WORK ORDER :: Give again, word for word, every line in the entries below from the line with "ctx.fillText('Advanced', 23, 773)" up to and including the line with "Advanced Aerodynamics …", and no other line.

Extracted data entries:
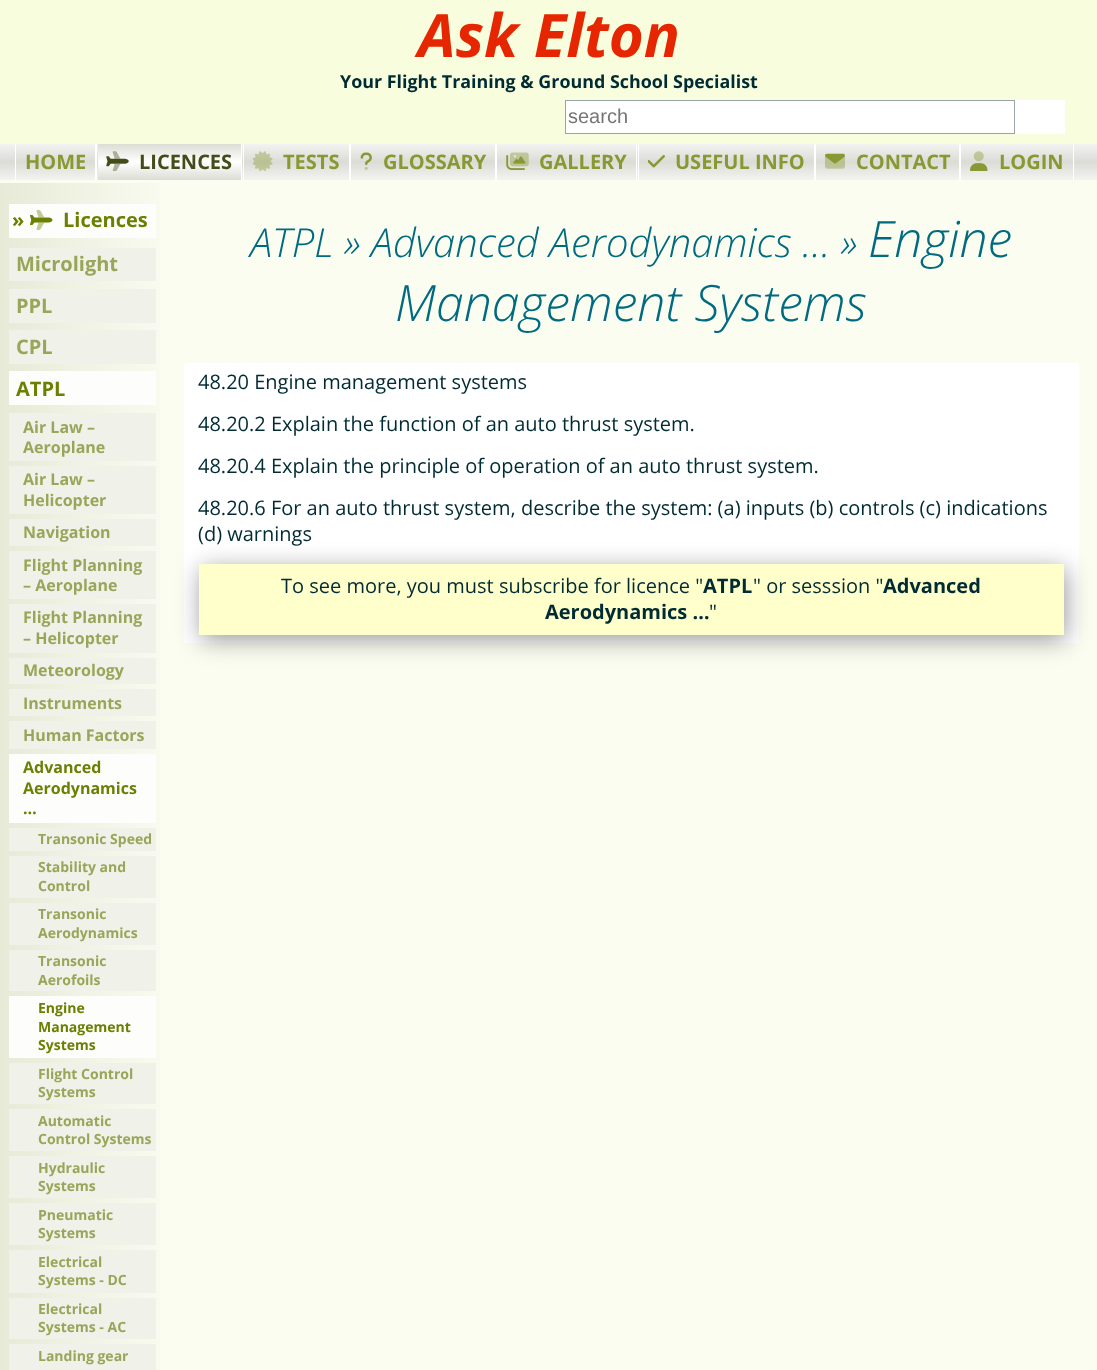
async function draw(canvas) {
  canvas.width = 1097
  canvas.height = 1370
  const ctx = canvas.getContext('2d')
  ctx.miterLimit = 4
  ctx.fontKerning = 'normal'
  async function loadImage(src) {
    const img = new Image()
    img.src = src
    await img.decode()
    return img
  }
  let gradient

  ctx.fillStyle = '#fbfdf1'
  ctx.fillRect(0, 0, 1097, 1370)
  ctx.fillStyle = '#f8fddd'
  ctx.fillRect(0, 0, 1097, 144)
  ctx.font = 'italic bold 60px Open Sans'
  ctx.fillStyle = '#e62600'
  ctx.fillText('Ask Elton', 418, 57)
  ctx.font = 'bold 17.9px Open Sans'
  ctx.fillStyle = '#002b33'
  ctx.fillText('Your Flight Training & Ground School Specialist', 340, 88)
  ctx.fillStyle = '#fff'
  ctx.fillRect(566, 100, 499, 34)
  ctx.strokeStyle = '#98a6a9'
  ctx.strokeRect(565.5, 100.5, 449, 33)
  ctx.font = '20px Liberation Sans'
  ctx.fillStyle = '#757575'
  ctx.fillText('search', 568, 123)
  gradient = ctx.createLinearGradient(549, 144, 549, 180)
  gradient.addColorStop(0, '#f3f4f1')
  gradient.addColorStop(0.5, '#dbdcd6')
  gradient.addColorStop(1, '#f3f4f1')
  ctx.fillStyle = gradient
  ctx.fillRect(0, 144, 1097, 36)
  ctx.fillStyle = '#fff'
  ctx.fillRect(95, 144, 2, 36)
  ctx.fillRect(15, 144, 1, 36)
  ctx.font = 'bold 20px Open Sans'
  ctx.fillStyle = '#893'
  ctx.fillText('HOME', 25, 169)
  gradient = ctx.createLinearGradient(169, 144, 169, 180)
  gradient.addColorStop(0, '#dcddd4')
  gradient.addColorStop(0.5, '#fff')
  gradient.addColorStop(1, '#dcddd4')
  ctx.fillStyle = gradient
  ctx.fillRect(98, 144, 143, 36)
  ctx.fillStyle = '#fff'
  ctx.fillRect(241, 144, 1, 36)
  ctx.drawImage(await loadImage('image0.png'), 106, 151, 23, 20)
  ctx.fillStyle = '#444d1a'
  ctx.fillText('LICENCES', 139, 169)
  ctx.fillStyle = '#fff'
  ctx.fillRect(349, 144, 2, 36)
  ctx.fillRect(243, 144, 1, 36)
  ctx.drawImage(await loadImage('image1.png'), 253, 151, 20, 20)
  ctx.fillStyle = '#893'
  ctx.fillText('TESTS', 283, 169)
  ctx.fillStyle = '#fff'
  ctx.fillRect(495, 144, 2, 36)
  ctx.drawImage(await loadImage('image2.png'), 360, 152, 12, 18)
  ctx.fillStyle = '#893'
  ctx.fillText('GLOSSARY', 383, 169)
  ctx.fillStyle = '#fff'
  ctx.fillRect(636, 144, 1, 36)
  ctx.drawImage(await loadImage('image3.png'), 506, 152, 23, 18)
  ctx.fillStyle = '#893'
  ctx.fillText('GALLERY', 539, 169)
  ctx.fillStyle = '#fff'
  ctx.fillRect(814, 144, 2, 36)
  ctx.fillRect(638, 144, 1, 36)
  ctx.drawImage(await loadImage('image4.png'), 648, 155, 17, 13)
  ctx.fillStyle = '#893'
  ctx.fillText('USEFUL INFO', 675, 169)
  ctx.fillStyle = '#fff'
  ctx.fillRect(959, 144, 2, 36)
  ctx.drawImage(await loadImage('image5.png'), 825, 153, 20, 16)
  ctx.fillStyle = '#893'
  ctx.fillText('CONTACT', 856, 169)
  ctx.fillStyle = '#fff'
  ctx.fillRect(1073, 144, 1, 36)
  ctx.drawImage(await loadImage('image6.png'), 970, 151, 18, 20)
  ctx.fillStyle = '#893'
  ctx.fillText('LOGIN', 999, 169)
  gradient = ctx.createLinearGradient(0, 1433, 165, 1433)
  gradient.addColorStop(0, '#e7ead7')
  gradient.addColorStop(1, '#fafbf0')
  ctx.fillStyle = gradient
  ctx.fillRect(0, 183, 160, 1187)
  ctx.fillStyle = '#fdfdfc'
  ctx.fillRect(9, 204, 147, 34)
  ctx.fillStyle = '#6a8000'
  ctx.fillText('»', 12, 227)
  ctx.drawImage(await loadImage('image7.png'), 30, 210, 23, 20)
  ctx.fillText('Licences', 63, 227)
  ctx.fillStyle = '#f0f1e9'
  ctx.fillRect(9, 248, 147, 33)
  ctx.fillStyle = '#99a659'
  ctx.fillText('Microlight', 16, 271)
  ctx.fillStyle = '#f0f1e9'
  ctx.fillRect(9, 289, 147, 34)
  ctx.fillStyle = '#99a659'
  ctx.fillText('PPL', 16, 313)
  ctx.fillStyle = '#f0f1e9'
  ctx.fillRect(9, 330, 147, 34)
  ctx.fillStyle = '#99a659'
  ctx.fillText('CPL', 16, 354)
  ctx.fillStyle = '#fdfdfc'
  ctx.fillRect(9, 371, 147, 34)
  ctx.fillStyle = '#6a8000'
  ctx.fillText('ATPL', 16, 396)
  ctx.fillStyle = '#f0f1e9'
  ctx.fillRect(9, 413, 147, 48)
  ctx.font = 'bold 16px Open Sans'
  ctx.fillStyle = '#99a659'
  ctx.fillText('Air Law –', 23, 433)
  ctx.fillText('Aeroplane', 23, 453)
  ctx.fillStyle = '#f0f1e9'
  ctx.fillRect(9, 466, 147, 48)
  ctx.fillStyle = '#99a659'
  ctx.fillText('Air Law –', 23, 485)
  ctx.fillText('Helicopter', 23, 506)
  ctx.fillStyle = '#f0f1e9'
  ctx.fillRect(9, 519, 147, 27)
  ctx.fillStyle = '#99a659'
  ctx.fillText('Navigation', 23, 538)
  ctx.fillStyle = '#f0f1e9'
  ctx.fillRect(9, 551, 147, 48)
  ctx.fillStyle = '#99a659'
  ctx.fillText('Flight Planning', 23, 571)
  ctx.fillText('– Aeroplane', 23, 591)
  ctx.fillStyle = '#f0f1e9'
  ctx.fillRect(9, 604, 147, 49)
  ctx.fillStyle = '#99a659'
  ctx.fillText('Flight Planning', 23, 623)
  ctx.fillText('– Helicopter', 23, 644)
  ctx.fillStyle = '#f0f1e9'
  ctx.fillRect(9, 658, 147, 26)
  ctx.fillStyle = '#99a659'
  ctx.fillText('Meteorology', 23, 676)
  ctx.fillStyle = '#f0f1e9'
  ctx.fillRect(9, 689, 147, 27)
  ctx.fillStyle = '#99a659'
  ctx.fillText('Instruments', 23, 709)
  ctx.fillStyle = '#f0f1e9'
  ctx.fillRect(9, 721, 147, 28)
  ctx.fillStyle = '#99a659'
  ctx.fillText('Human Factors', 23, 741)
  ctx.fillStyle = '#fdfdfc'
  ctx.fillRect(9, 754, 147, 69)
  ctx.fillStyle = '#6a8000'
  ctx.fillText('Advanced', 23, 773)
  ctx.fillText('Aerodynamics', 23, 794)
  ctx.fillText('…', 23, 814)
  ctx.fillStyle = '#f0f1e9'
  ctx.fillRect(9, 828, 147, 23)
  ctx.font = 'bold 14px Open Sans'
  ctx.fillStyle = '#99a659'
  ctx.fillText('Transonic Speed', 38, 844)
  ctx.fillStyle = '#f0f1e9'
  ctx.fillRect(9, 856, 147, 42)
  ctx.fillStyle = '#99a659'
  ctx.fillText('Stability and', 38, 872)
  ctx.fillText('Control', 38, 891)
  ctx.fillStyle = '#f0f1e9'
  ctx.fillRect(9, 903, 147, 42)
  ctx.fillStyle = '#99a659'
  ctx.fillText('Transonic', 38, 919)
  ctx.fillText('Aerodynamics', 38, 938)
  ctx.fillStyle = '#f0f1e9'
  ctx.fillRect(9, 950, 147, 41)
  ctx.fillStyle = '#99a659'
  ctx.fillText('Transonic', 38, 966)
  ctx.fillText('Aerofoils', 38, 985)
  ctx.fillStyle = '#fdfdfc'
  ctx.fillRect(9, 996, 147, 62)
  ctx.fillStyle = '#6a8000'
  ctx.fillText('Engine', 38, 1013)
  ctx.fillText('Management', 38, 1032)
  ctx.fillText('Systems', 38, 1050)
  ctx.fillStyle = '#f0f1e9'
  ctx.fillRect(9, 1063, 147, 41)
  ctx.fillStyle = '#99a659'
  ctx.fillText('Flight Control', 38, 1079)
  ctx.fillText('Systems', 38, 1097)
  ctx.fillStyle = '#f0f1e9'
  ctx.fillRect(9, 1109, 147, 42)
  ctx.fillStyle = '#99a659'
  ctx.fillText('Automatic', 38, 1126)
  ctx.fillText('Control Systems', 38, 1144)
  ctx.fillStyle = '#f0f1e9'
  ctx.fillRect(9, 1156, 147, 42)
  ctx.fillStyle = '#99a659'
  ctx.fillText('Hydraulic', 38, 1173)
  ctx.fillText('Systems', 38, 1191)
  ctx.fillStyle = '#f0f1e9'
  ctx.fillRect(9, 1203, 147, 42)
  ctx.fillStyle = '#99a659'
  ctx.fillText('Pneumatic', 38, 1220)
  ctx.fillText('Systems', 38, 1238)
  ctx.fillStyle = '#f0f1e9'
  ctx.fillRect(9, 1250, 147, 43)
  ctx.fillStyle = '#99a659'
  ctx.fillText('Electrical', 38, 1267)
  ctx.fillText('Systems - DC', 38, 1285)
  ctx.fillStyle = '#f0f1e9'
  ctx.fillRect(9, 1298, 147, 41)
  ctx.fillStyle = '#99a659'
  ctx.fillText('Electrical', 38, 1314)
  ctx.fillText('Systems - AC', 38, 1332)
  ctx.fillStyle = '#f0f1e9'
  ctx.fillRect(9, 1344, 147, 26)
  ctx.fillStyle = '#99a659'
  ctx.fillText('Landing gear', 38, 1361)
  ctx.font = 'italic 300 40px Open Sans'
  ctx.fillStyle = '#006a80'
  ctx.fillText('ATPL » Advanced Aerodynamics … »', 250, 257)
  ctx.font = 'italic 300 50px Open Sans'
  ctx.fillText('Engine', 868, 257)
  ctx.fillText('Management Systems', 395, 321)
  ctx.fillStyle = '#fff'
  ctx.fillRect(184, 363, 895, 280)
  ctx.font = '20px Open Sans'
  ctx.fillStyle = '#002b33'
  ctx.fillText('48.20 Engine management systems', 198, 389)
  ctx.fillText('48.20.2 Explain the function of an auto thrust system.', 198, 431)
  ctx.fillText('48.20.4 Explain the principle of operation of an auto thrust system.', 198, 473)
  ctx.fillText('48.20.6 For an auto thrust system, describe the system: (a) inputs (b) controls (c) indications', 198, 515)
  ctx.fillStyle = '#999'
  ctx.filter = 'blur(12.5px)'
  ctx.beginPath()
  ctx.rect(201, 569, 865, 71)
  ctx.fill()
  ctx.filter = 'none'
  ctx.fillStyle = '#002b33'
  ctx.fillText('(d) warnings', 198, 541)
  ctx.fillStyle = '#ffc'
  ctx.fillRect(199, 564, 865, 71)
  ctx.fillStyle = '#002b33'
  ctx.fillText('To see more, you must subscribe for licence "', 281, 593)
  ctx.font = 'bold 20px Open Sans'
  ctx.fillText('ATPL', 703, 593)
  ctx.font = '20px Open Sans'
  ctx.fillText('" or sesssion "', 753, 593)
  ctx.font = 'bold 20px Open Sans'
  ctx.fillText('Advanced', 883, 593)
  ctx.fillText('Aerodynamics …', 545, 619)
  ctx.font = '20px Open Sans'
  ctx.fillText('"', 709, 619)
}

draw(document.querySelector('canvas'))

WRITTEN SOLUTION ::
  ctx.fillText('Advanced', 23, 773)
  ctx.fillText('Aerodynamics', 23, 794)
  ctx.fillText('…', 23, 814)
  ctx.fillStyle = '#f0f1e9'
  ctx.fillRect(9, 828, 147, 23)
  ctx.font = 'bold 14px Open Sans'
  ctx.fillStyle = '#99a659'
  ctx.fillText('Transonic Speed', 38, 844)
  ctx.fillStyle = '#f0f1e9'
  ctx.fillRect(9, 856, 147, 42)
  ctx.fillStyle = '#99a659'
  ctx.fillText('Stability and', 38, 872)
  ctx.fillText('Control', 38, 891)
  ctx.fillStyle = '#f0f1e9'
  ctx.fillRect(9, 903, 147, 42)
  ctx.fillStyle = '#99a659'
  ctx.fillText('Transonic', 38, 919)
  ctx.fillText('Aerodynamics', 38, 938)
  ctx.fillStyle = '#f0f1e9'
  ctx.fillRect(9, 950, 147, 41)
  ctx.fillStyle = '#99a659'
  ctx.fillText('Transonic', 38, 966)
  ctx.fillText('Aerofoils', 38, 985)
  ctx.fillStyle = '#fdfdfc'
  ctx.fillRect(9, 996, 147, 62)
  ctx.fillStyle = '#6a8000'
  ctx.fillText('Engine', 38, 1013)
  ctx.fillText('Management', 38, 1032)
  ctx.fillText('Systems', 38, 1050)
  ctx.fillStyle = '#f0f1e9'
  ctx.fillRect(9, 1063, 147, 41)
  ctx.fillStyle = '#99a659'
  ctx.fillText('Flight Control', 38, 1079)
  ctx.fillText('Systems', 38, 1097)
  ctx.fillStyle = '#f0f1e9'
  ctx.fillRect(9, 1109, 147, 42)
  ctx.fillStyle = '#99a659'
  ctx.fillText('Automatic', 38, 1126)
  ctx.fillText('Control Systems', 38, 1144)
  ctx.fillStyle = '#f0f1e9'
  ctx.fillRect(9, 1156, 147, 42)
  ctx.fillStyle = '#99a659'
  ctx.fillText('Hydraulic', 38, 1173)
  ctx.fillText('Systems', 38, 1191)
  ctx.fillStyle = '#f0f1e9'
  ctx.fillRect(9, 1203, 147, 42)
  ctx.fillStyle = '#99a659'
  ctx.fillText('Pneumatic', 38, 1220)
  ctx.fillText('Systems', 38, 1238)
  ctx.fillStyle = '#f0f1e9'
  ctx.fillRect(9, 1250, 147, 43)
  ctx.fillStyle = '#99a659'
  ctx.fillText('Electrical', 38, 1267)
  ctx.fillText('Systems - DC', 38, 1285)
  ctx.fillStyle = '#f0f1e9'
  ctx.fillRect(9, 1298, 147, 41)
  ctx.fillStyle = '#99a659'
  ctx.fillText('Electrical', 38, 1314)
  ctx.fillText('Systems - AC', 38, 1332)
  ctx.fillStyle = '#f0f1e9'
  ctx.fillRect(9, 1344, 147, 26)
  ctx.fillStyle = '#99a659'
  ctx.fillText('Landing gear', 38, 1361)
  ctx.font = 'italic 300 40px Open Sans'
  ctx.fillStyle = '#006a80'
  ctx.fillText('ATPL » Advanced Aerodynamics … »', 250, 257)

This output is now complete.